Ici, ma position est nette, encore que mes attendus ne soient pas tous les mêmes que ceux de D. Widlöcher. D’un mot : la séance courte est une pratique psychothérapique.

a) La séance courte, et dont la durée est soumise au seul bon-vouloir de “l’analyste”, ne permet pas le développement libre des associations, donc de l’analyse. Elle soumet le patient à une contrainte qui ne peut qu’agir sur le cours de ses pensées : Que vais-je dire d’important, et qui soit jugé tel par mon “analyste” ? Nous avons peu de compte-rendus de séances courtes. Nous avons en revanche de nombreux rapports de séance à durée normale et contractuelle : dans ces dernières on peut suivre le mouvement, les différents mouvements libidinaux, les défenses, l’inflexion amenée par une intervention de l’analyste, bref toute une dynamique où affleure parfois l’inconscient.

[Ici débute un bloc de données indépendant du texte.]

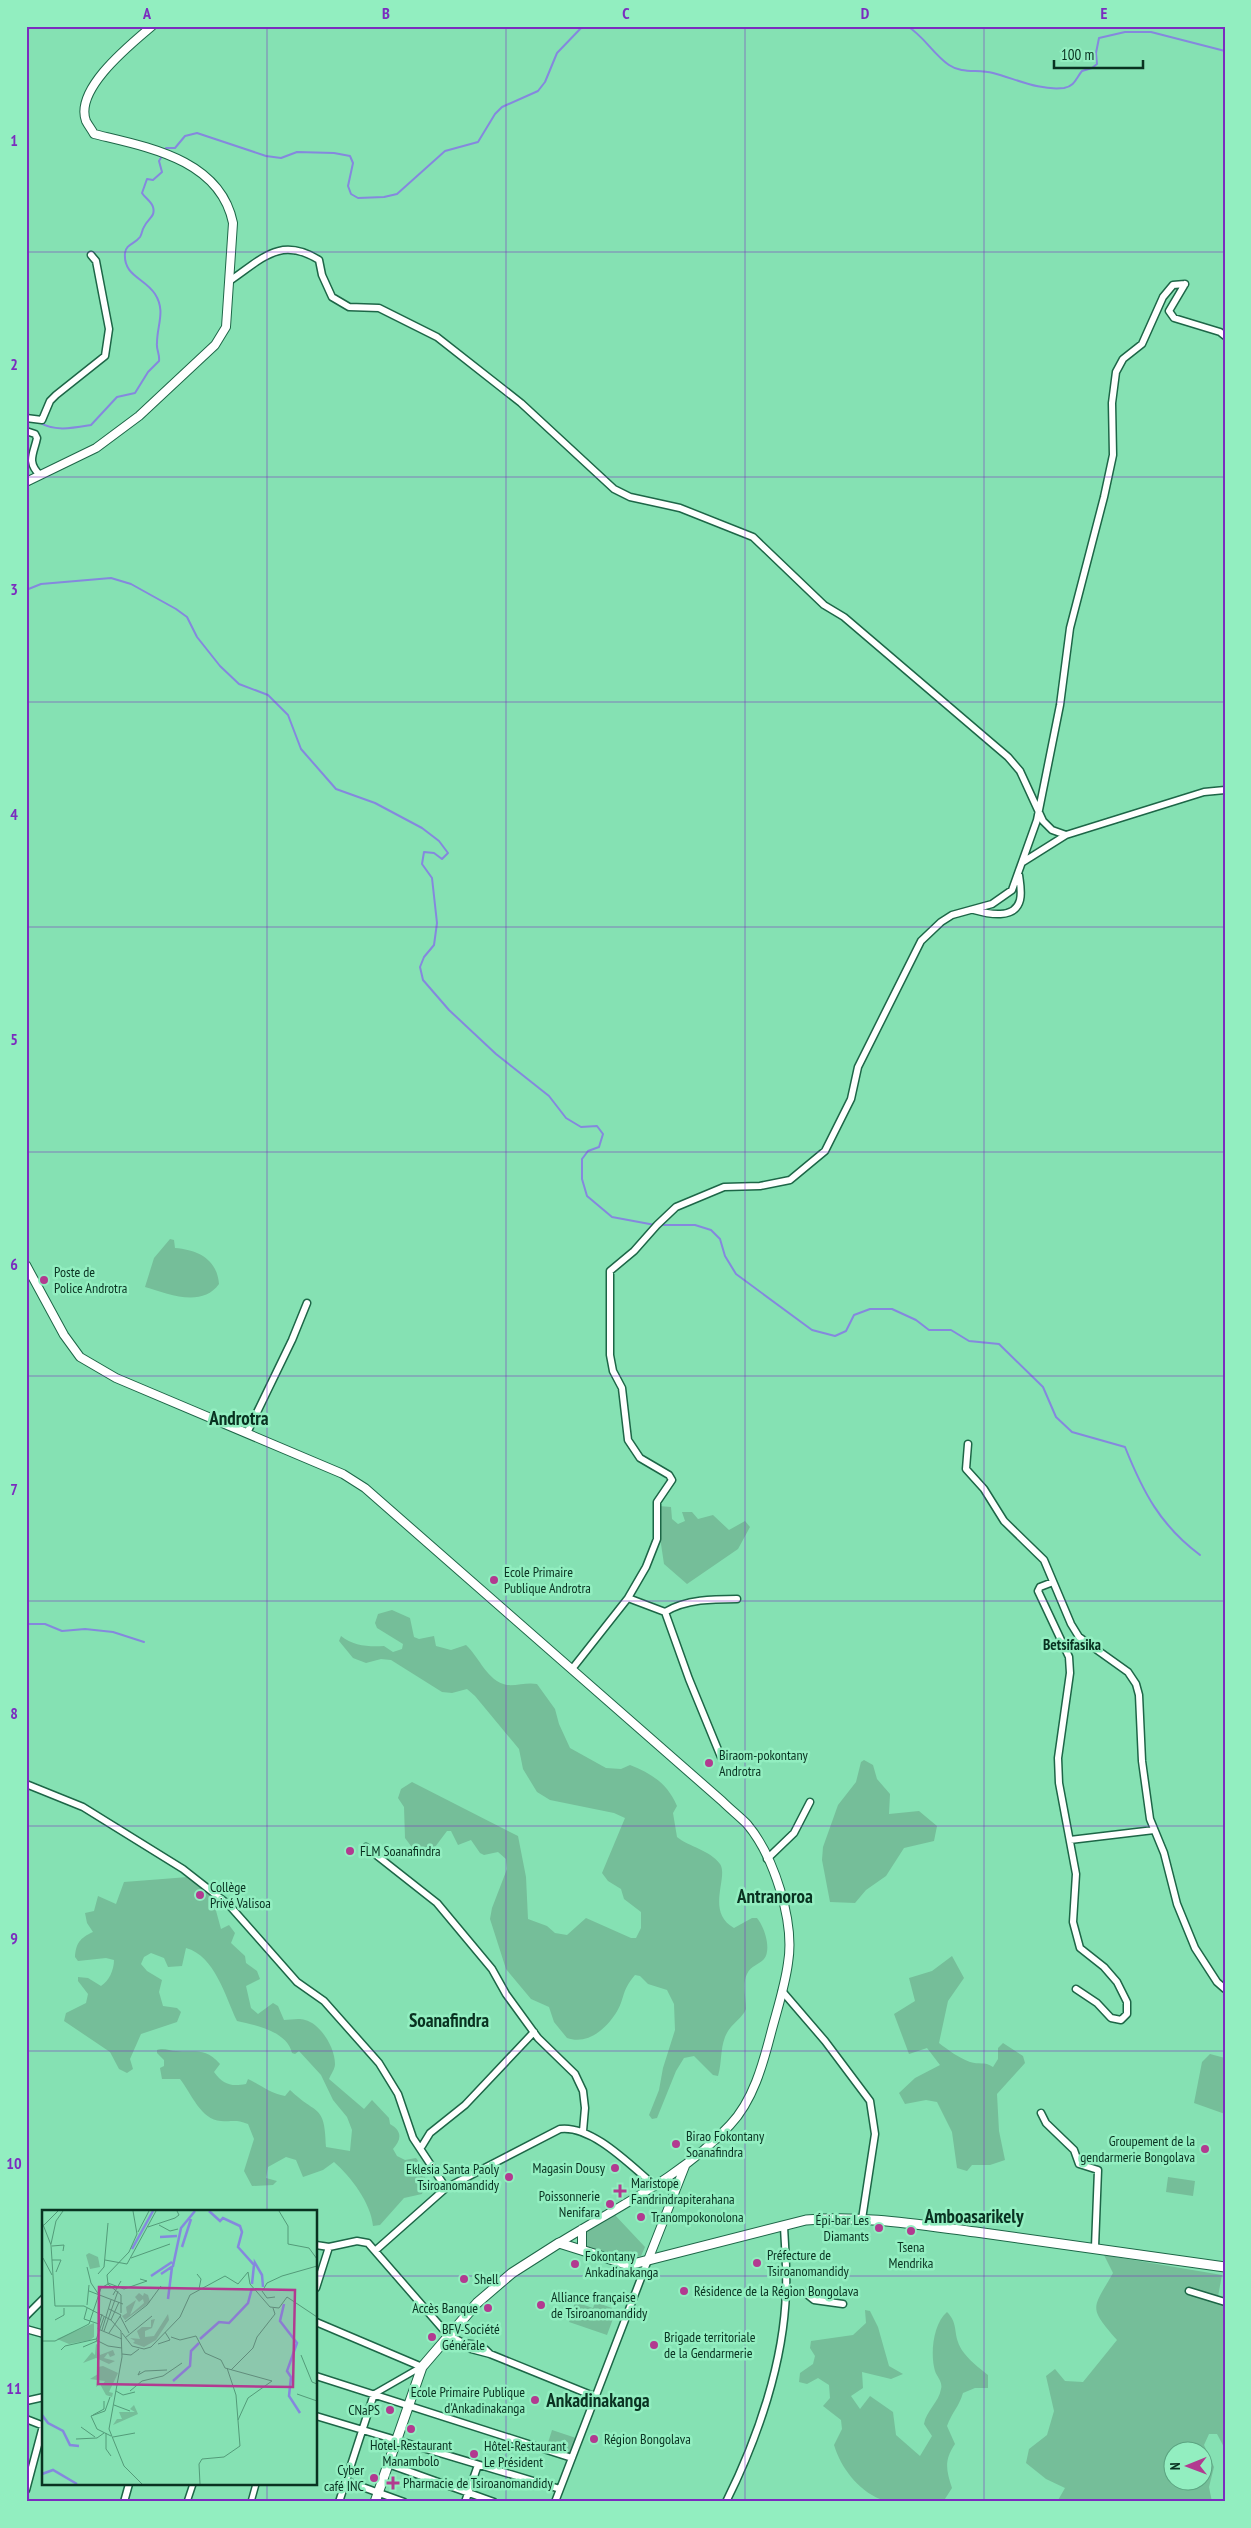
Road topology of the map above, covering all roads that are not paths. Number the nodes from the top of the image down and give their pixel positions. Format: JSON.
{"nodes":[{"id":1,"x":152,"y":26,"type":"edge"},
{"id":2,"x":91,"y":255,"type":"dead end"},
{"id":3,"x":231,"y":280,"type":"junction"},
{"id":4,"x":1225,"y":336,"type":"edge"},
{"id":5,"x":26,"y":418,"type":"edge"},
{"id":6,"x":26,"y":431,"type":"edge"},
{"id":7,"x":40,"y":475,"type":"junction"},
{"id":8,"x":26,"y":482,"type":"edge"},
{"id":9,"x":1225,"y":790,"type":"edge"},
{"id":10,"x":1039,"y":810,"type":"junction"},
{"id":11,"x":1066,"y":835,"type":"junction"},
{"id":12,"x":1023,"y":862,"type":"junction"},
{"id":13,"x":1018,"y":873,"type":"junction"},
{"id":14,"x":973,"y":909,"type":"junction"},
{"id":15,"x":26,"y":1265,"type":"edge"},
{"id":16,"x":307,"y":1303,"type":"dead end"},
{"id":17,"x":247,"y":1433,"type":"junction"},
{"id":18,"x":968,"y":1444,"type":"dead end"},
{"id":19,"x":1053,"y":1582,"type":"junction"},
{"id":20,"x":628,"y":1598,"type":"junction"},
{"id":21,"x":738,"y":1599,"type":"dead end"},
{"id":22,"x":665,"y":1612,"type":"junction"},
{"id":23,"x":572,"y":1669,"type":"junction"},
{"id":24,"x":721,"y":1757,"type":"dead end"},
{"id":25,"x":26,"y":1784,"type":"edge"},
{"id":26,"x":810,"y":1802,"type":"dead end"},
{"id":27,"x":1154,"y":1830,"type":"junction"},
{"id":28,"x":1070,"y":1840,"type":"junction"},
{"id":29,"x":366,"y":1847,"type":"dead end"},
{"id":30,"x":767,"y":1859,"type":"junction"},
{"id":31,"x":1225,"y":1988,"type":"edge"},
{"id":32,"x":1076,"y":1989,"type":"dead end"},
{"id":33,"x":782,"y":1991,"type":"junction"},
{"id":34,"x":534,"y":2032,"type":"junction"},
{"id":35,"x":1041,"y":2113,"type":"dead end"},
{"id":36,"x":582,"y":2131,"type":"junction"},
{"id":37,"x":422,"y":2146,"type":"dead end"},
{"id":38,"x":685,"y":2166,"type":"junction"},
{"id":39,"x":654,"y":2185,"type":"junction"},
{"id":40,"x":446,"y":2188,"type":"junction"},
{"id":41,"x":862,"y":2219,"type":"junction"},
{"id":42,"x":784,"y":2226,"type":"junction"},
{"id":43,"x":582,"y":2229,"type":"junction"},
{"id":44,"x":559,"y":2243,"type":"junction"},
{"id":45,"x":318,"y":2245,"type":"edge"},
{"id":46,"x":329,"y":2247,"type":"junction"},
{"id":47,"x":1095,"y":2248,"type":"junction"},
{"id":48,"x":376,"y":2250,"type":"junction"},
{"id":49,"x":582,"y":2250,"type":"junction"},
{"id":50,"x":648,"y":2260,"type":"junction"},
{"id":51,"x":1225,"y":2268,"type":"edge"},
{"id":52,"x":318,"y":2282,"type":"edge"},
{"id":53,"x":1189,"y":2291,"type":"dead end"},
{"id":54,"x":786,"y":2292,"type":"junction"},
{"id":55,"x":42,"y":2300,"type":"edge"},
{"id":56,"x":1225,"y":2302,"type":"edge"},
{"id":57,"x":844,"y":2304,"type":"dead end"},
{"id":58,"x":26,"y":2316,"type":"edge"},
{"id":59,"x":318,"y":2323,"type":"edge"},
{"id":60,"x":26,"y":2329,"type":"edge"},
{"id":61,"x":42,"y":2333,"type":"edge"},
{"id":62,"x":448,"y":2335,"type":"junction"},
{"id":63,"x":422,"y":2366,"type":"junction"},
{"id":64,"x":318,"y":2377,"type":"edge"},
{"id":65,"x":374,"y":2394,"type":"junction"},
{"id":66,"x":42,"y":2397,"type":"edge"},
{"id":67,"x":596,"y":2397,"type":"junction"},
{"id":68,"x":26,"y":2401,"type":"edge"},
{"id":69,"x":408,"y":2406,"type":"junction"},
{"id":70,"x":318,"y":2417,"type":"edge"},
{"id":71,"x":26,"y":2419,"type":"edge"},
{"id":72,"x":42,"y":2426,"type":"edge"},
{"id":73,"x":42,"y":2430,"type":"edge"},
{"id":74,"x":362,"y":2430,"type":"junction"},
{"id":75,"x":396,"y":2441,"type":"junction"},
{"id":76,"x":572,"y":2458,"type":"junction"},
{"id":77,"x":388,"y":2464,"type":"junction"},
{"id":78,"x":478,"y":2465,"type":"junction"},
{"id":79,"x":346,"y":2481,"type":"junction"},
{"id":80,"x":128,"y":2486,"type":"edge"},
{"id":81,"x":192,"y":2486,"type":"edge"},
{"id":82,"x":255,"y":2486,"type":"edge"},
{"id":83,"x":560,"y":2489,"type":"junction"},
{"id":84,"x":26,"y":2490,"type":"edge"},
{"id":85,"x":378,"y":2492,"type":"junction"},
{"id":86,"x":468,"y":2492,"type":"junction"},
{"id":87,"x":124,"y":2502,"type":"edge"},
{"id":88,"x":187,"y":2502,"type":"edge"},
{"id":89,"x":251,"y":2502,"type":"edge"},
{"id":90,"x":339,"y":2502,"type":"edge"},
{"id":91,"x":375,"y":2502,"type":"edge"},
{"id":92,"x":404,"y":2502,"type":"edge"},
{"id":93,"x":465,"y":2502,"type":"edge"},
{"id":94,"x":494,"y":2502,"type":"edge"},
{"id":95,"x":555,"y":2502,"type":"edge"},
{"id":96,"x":726,"y":2502,"type":"edge"}],
"edges":[{"from":1,"to":3,"type":"street"},
{"from":2,"to":5,"type":"street"},
{"from":3,"to":7,"type":"street"},
{"from":3,"to":10,"type":"street"},
{"from":4,"to":10,"type":"street"},
{"from":6,"to":7,"type":"street"},
{"from":7,"to":8,"type":"street"},
{"from":9,"to":11,"type":"street"},
{"from":10,"to":11,"type":"street"},
{"from":10,"to":12,"type":"street"},
{"from":11,"to":12,"type":"street"},
{"from":12,"to":13,"type":"street"},
{"from":13,"to":14,"type":"street"},
{"from":13,"to":14,"type":"street"},
{"from":14,"to":20,"type":"street"},
{"from":15,"to":17,"type":"street"},
{"from":16,"to":17,"type":"street"},
{"from":17,"to":23,"type":"street"},
{"from":18,"to":19,"type":"street"},
{"from":19,"to":27,"type":"street"},
{"from":19,"to":28,"type":"street"},
{"from":20,"to":22,"type":"street"},
{"from":20,"to":23,"type":"street"},
{"from":21,"to":22,"type":"street"},
{"from":22,"to":24,"type":"street"},
{"from":23,"to":30,"type":"street"},
{"from":25,"to":40,"type":"street"},
{"from":26,"to":30,"type":"street"},
{"from":27,"to":28,"type":"street"},
{"from":27,"to":31,"type":"street"},
{"from":28,"to":32,"type":"street"},
{"from":29,"to":34,"type":"street"},
{"from":30,"to":33,"type":"street"},
{"from":33,"to":38,"type":"street"},
{"from":33,"to":41,"type":"street"},
{"from":34,"to":36,"type":"street"},
{"from":34,"to":37,"type":"street"},
{"from":35,"to":47,"type":"street"},
{"from":36,"to":39,"type":"street"},
{"from":36,"to":40,"type":"street"},
{"from":38,"to":39,"type":"street"},
{"from":38,"to":50,"type":"street"},
{"from":39,"to":43,"type":"street"},
{"from":40,"to":48,"type":"street"},
{"from":41,"to":42,"type":"main road"},
{"from":41,"to":47,"type":"main road"},
{"from":42,"to":50,"type":"main road"},
{"from":42,"to":54,"type":"street"},
{"from":43,"to":44,"type":"street"},
{"from":43,"to":49,"type":"street"},
{"from":44,"to":49,"type":"main road"},
{"from":44,"to":62,"type":"main road"},
{"from":45,"to":46,"type":"street"},
{"from":46,"to":48,"type":"street"},
{"from":46,"to":52,"type":"street"},
{"from":47,"to":51,"type":"main road"},
{"from":48,"to":62,"type":"street"},
{"from":49,"to":50,"type":"main road"},
{"from":50,"to":67,"type":"street"},
{"from":53,"to":56,"type":"street"},
{"from":54,"to":57,"type":"street"},
{"from":54,"to":96,"type":"street"},
{"from":55,"to":58,"type":"street"},
{"from":59,"to":63,"type":"street"},
{"from":60,"to":61,"type":"street"},
{"from":62,"to":63,"type":"main road"},
{"from":62,"to":67,"type":"street"},
{"from":63,"to":65,"type":"street"},
{"from":63,"to":69,"type":"main road"},
{"from":64,"to":65,"type":"street"},
{"from":65,"to":69,"type":"street"},
{"from":65,"to":74,"type":"street"},
{"from":66,"to":68,"type":"street"},
{"from":67,"to":76,"type":"street"},
{"from":69,"to":75,"type":"main road"},
{"from":69,"to":76,"type":"street"},
{"from":70,"to":74,"type":"street"},
{"from":71,"to":72,"type":"street"},
{"from":73,"to":84,"type":"street"},
{"from":74,"to":75,"type":"street"},
{"from":74,"to":79,"type":"street"},
{"from":75,"to":77,"type":"main road"},
{"from":75,"to":78,"type":"street"},
{"from":76,"to":83,"type":"street"},
{"from":77,"to":85,"type":"main road"},
{"from":77,"to":86,"type":"street"},
{"from":78,"to":83,"type":"street"},
{"from":78,"to":86,"type":"street"},
{"from":79,"to":85,"type":"street"},
{"from":79,"to":90,"type":"street"},
{"from":80,"to":87,"type":"street"},
{"from":81,"to":88,"type":"street"},
{"from":82,"to":89,"type":"street"},
{"from":83,"to":95,"type":"street"},
{"from":85,"to":91,"type":"main road"},
{"from":85,"to":92,"type":"street"},
{"from":86,"to":93,"type":"street"},
{"from":86,"to":94,"type":"street"}]}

b) Lacan avait introduit la si belle formule du “sujet supposé savoir” pour caractériser l’analyste. Las ! Depuis lors, on nous a bien changé les choses car “l’analyste” est “celui qui sait”, point à la ligne ! Qu’il sache par le “mathème” ou non, peu importe. En tout cas, il n’est que de tendre l’oreille pour apprendre que, dans certains services psychiatriques, le diagnostic de “forclusion du nom du père” est prononcé en pratique courante, et implique que le patient soit orienté vers la voie médicamenteuse sans souci d’écoute, de dialogue ou de psychothérapie. Dans la pratique individuelle lacanienne le “savoir n’est pas moins impliqué, comme le souligne Jacques-Alain Miller, et là aussi, sans appel : la décision d’interrompre la séance, et le mot sur lequel on l’interrompt.

c) “L’analyste à séance courte” non seulement sait la structure et l’inconscient, il sait la Loi et le Symbolique. Le coup de force renouvelé de l’interruption de séance (coupez ! dit le cinéaste) ne peut pas s’entendre autrement que comme l’invigoration de la Castration, à partir de l’imposition d’une loi du Père arbitraire et tyrannique. Quel plus violent – sinon efficace – instrument de liaison que la Loi et son texte privilégié : “tu seras châtré”. C’est en ce sens que la pratique de la séance courte, scandée, arbitraire, me paraît ressortir au normatif, et comme telle à une modalité de psychothérapie : elle vise à imposer au patient une certaine idéologie.

En deux mots :

  • contre une certaine conception, envahissante dans l’API, il faut se méfier du “transféro-contre-transférentiel” qui renie l’asymétrie essentielle à la cure.
  • contre les (certains ?) lacaniens, il faut montrer que la séance courte est un instrument d’invigoration de la “Loi” à des fins normatives et psychothérapiques.